The possibilities for historical fiction are practically endless — you’ve got an entire world, and the course of millenia to choose your setting from! What really matters is making sure that you are able to include the kind of textual details and references to real-world events that will immerse your readers entirely. That requires research, preparation, and a whole lot of planning. While other genres may give you a little (or a lot!) more leeway for invention, historical fiction readers expect a certain level of rigor from their novels, so bear this in mind in your story development and editing process.

Here are our top ten historical fiction writing prompts:

  • A bard falls in love with the monarch who employs them.
  • You’re Shakespeare’s apprentice, and he’s always taking credit for your ideas.
  • You worked at one of the first printing presses during the Printing Revolution of the 15th century.
  • Write about a specific time in history through love letters.
  • The revolution is here — and you’re going to play a crucial role in leading it. (Choose any revolution you like, from any era.)
  • A family sit around their brand new radio for the first time after dinner.

Here are some additional resources to help you write historical fiction:

  • How to Master the 'Show, Don't Tell' Rule (free course) — Fiction which relies heavily on its setting will require a lot of exposition, but how can you do this well? You want to avoid info-dump. (“Oh Mary! I do so love returning home to our quiet town on the coast of Victorian England, having been injured from my time as a soldier in the Crimean War, 1853-1856!”) Instead, you should be employing the golden rule of show, don’t tell — and our course explains exactly how to do that.
  • The Ultimate Worldbuilding Guide (free resource) — While our guide is also used by fantasy authors to cook up entirely new worlds from scratch, this resource provides helpful prompt questions which you can use to shape your research.

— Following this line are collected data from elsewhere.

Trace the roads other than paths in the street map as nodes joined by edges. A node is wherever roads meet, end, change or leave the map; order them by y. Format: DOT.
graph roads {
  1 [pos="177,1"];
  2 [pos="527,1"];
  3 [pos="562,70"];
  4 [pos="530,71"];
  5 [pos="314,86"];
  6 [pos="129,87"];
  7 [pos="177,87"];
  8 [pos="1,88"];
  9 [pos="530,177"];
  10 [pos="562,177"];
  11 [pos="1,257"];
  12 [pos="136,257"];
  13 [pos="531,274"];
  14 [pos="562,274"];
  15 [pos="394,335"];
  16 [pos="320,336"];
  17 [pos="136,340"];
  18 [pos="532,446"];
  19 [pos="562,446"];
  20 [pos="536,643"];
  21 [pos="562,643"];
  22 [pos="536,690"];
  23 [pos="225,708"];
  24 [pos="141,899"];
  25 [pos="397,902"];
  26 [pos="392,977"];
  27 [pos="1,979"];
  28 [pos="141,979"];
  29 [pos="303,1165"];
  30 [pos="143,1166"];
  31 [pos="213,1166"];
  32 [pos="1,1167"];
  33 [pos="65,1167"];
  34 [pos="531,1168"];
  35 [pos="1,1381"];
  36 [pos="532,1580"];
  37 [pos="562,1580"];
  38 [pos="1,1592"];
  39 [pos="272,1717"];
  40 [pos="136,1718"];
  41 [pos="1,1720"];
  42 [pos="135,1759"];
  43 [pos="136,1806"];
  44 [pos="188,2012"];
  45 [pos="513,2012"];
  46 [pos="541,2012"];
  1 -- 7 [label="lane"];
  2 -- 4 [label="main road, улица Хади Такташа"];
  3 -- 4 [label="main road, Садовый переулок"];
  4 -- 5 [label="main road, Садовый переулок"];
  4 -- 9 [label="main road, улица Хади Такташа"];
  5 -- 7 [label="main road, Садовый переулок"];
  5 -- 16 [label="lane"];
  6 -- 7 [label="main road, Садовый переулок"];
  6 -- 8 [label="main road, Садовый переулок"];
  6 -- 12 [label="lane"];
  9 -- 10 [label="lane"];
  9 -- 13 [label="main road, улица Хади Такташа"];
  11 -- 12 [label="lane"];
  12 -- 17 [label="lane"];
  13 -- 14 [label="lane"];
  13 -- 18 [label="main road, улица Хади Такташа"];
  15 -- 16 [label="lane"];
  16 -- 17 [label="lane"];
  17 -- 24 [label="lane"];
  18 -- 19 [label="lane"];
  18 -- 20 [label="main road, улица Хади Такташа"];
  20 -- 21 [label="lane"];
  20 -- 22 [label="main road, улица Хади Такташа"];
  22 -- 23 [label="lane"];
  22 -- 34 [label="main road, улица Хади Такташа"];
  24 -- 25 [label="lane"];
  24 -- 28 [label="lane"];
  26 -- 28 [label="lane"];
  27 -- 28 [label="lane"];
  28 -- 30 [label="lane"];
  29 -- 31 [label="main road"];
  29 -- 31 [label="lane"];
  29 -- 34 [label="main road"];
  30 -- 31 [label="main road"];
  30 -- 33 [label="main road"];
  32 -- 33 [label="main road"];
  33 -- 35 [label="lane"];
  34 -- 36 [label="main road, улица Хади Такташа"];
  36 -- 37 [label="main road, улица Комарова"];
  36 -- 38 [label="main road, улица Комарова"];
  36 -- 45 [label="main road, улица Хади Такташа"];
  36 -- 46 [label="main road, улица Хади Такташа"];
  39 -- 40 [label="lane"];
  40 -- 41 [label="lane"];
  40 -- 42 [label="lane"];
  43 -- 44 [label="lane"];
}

Want more help learning how to write a short historical fiction? Check out How to Write a Short Story That Gets Published — a free, ten day course guiding you through the process of short story writing by Laura Mae Isaacman, a full-time editor who runs a book editing company in Brooklyn.

Ready to start writing? Check out Reedsy’s week l y short story contest , for the chance of winning $250! You can also check out our list of writing contests or our directory of literary magazines for more opportunities to submit your story.

Have a story you’re ready to start submitting? Check out our list of writing contests or our directory of literary magazines .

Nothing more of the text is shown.